Emergency Breakaway – USS St Louis

Re-supplying a ship under way at sea is dangerous all by itself. Two ships, sailing close to each other connected by steel cables. One mistake could send the ships crashing together, or strain and sever the cables causing havok on the deck. In a carefully choreographed production, supplies and sometimes personnel would get transferred between the two ships as quickly as possible.

When the re-supply ship is a tanker the danger is escalated. Multiple lines are strung, then thick fuel hoses are passed across and locked into place. As the fuel transfer begins thousands of gallons of fuel stream through those hoses. Any accident, any mistake could destroy both ships in a massive fireball

I happened to be on deck during one refueling, watching the intricate “dance” on the deck. Of course, no unnecessary personnel were allowed anywhere near the portion of the deck being used for refueling. Suddenly the worst scenario developed, incoming enemy aircraft!

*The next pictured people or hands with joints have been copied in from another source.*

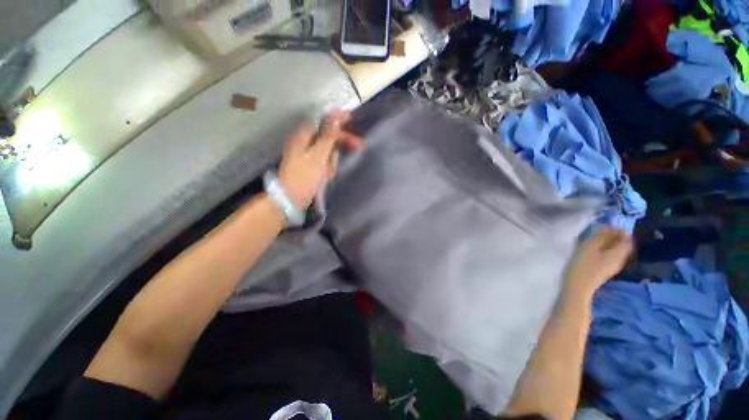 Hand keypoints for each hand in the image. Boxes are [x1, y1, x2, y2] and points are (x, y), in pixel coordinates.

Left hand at [278, 112, 362, 208]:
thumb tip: (335, 118)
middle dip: (339, 145)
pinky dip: (327, 169)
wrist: (290, 199)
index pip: (323, 122)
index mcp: (304, 136)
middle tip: (358, 146)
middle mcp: (304, 142)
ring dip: (332, 161)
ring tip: (327, 174)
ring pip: (327, 152)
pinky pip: (323, 163)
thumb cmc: (305, 176)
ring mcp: (306, 155)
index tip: (350, 117)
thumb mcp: (318, 155)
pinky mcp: (309, 166)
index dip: (337, 119)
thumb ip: (327, 136)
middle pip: (327, 137)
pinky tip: (325, 177)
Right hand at [564, 228, 632, 297]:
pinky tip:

The hoses popped loose and then cables were released. The hoses fell into the water. The ship lurched hard to the left as the tanker veered hard right. I had to grab something to keep from falling over. Stuff was tumbling across the deck from the high side to the low side. Despite the apparent chaos, and the occasional tumbling sailor, activity on the deck did not stop during the breakaway. Seemed like each Sailor had something specific he was doing and was not going to be distracted.

The aircraft never did get to us, no idea what went on there. And we didn’t try to re-establish the refuel. Just kept what we had and went on.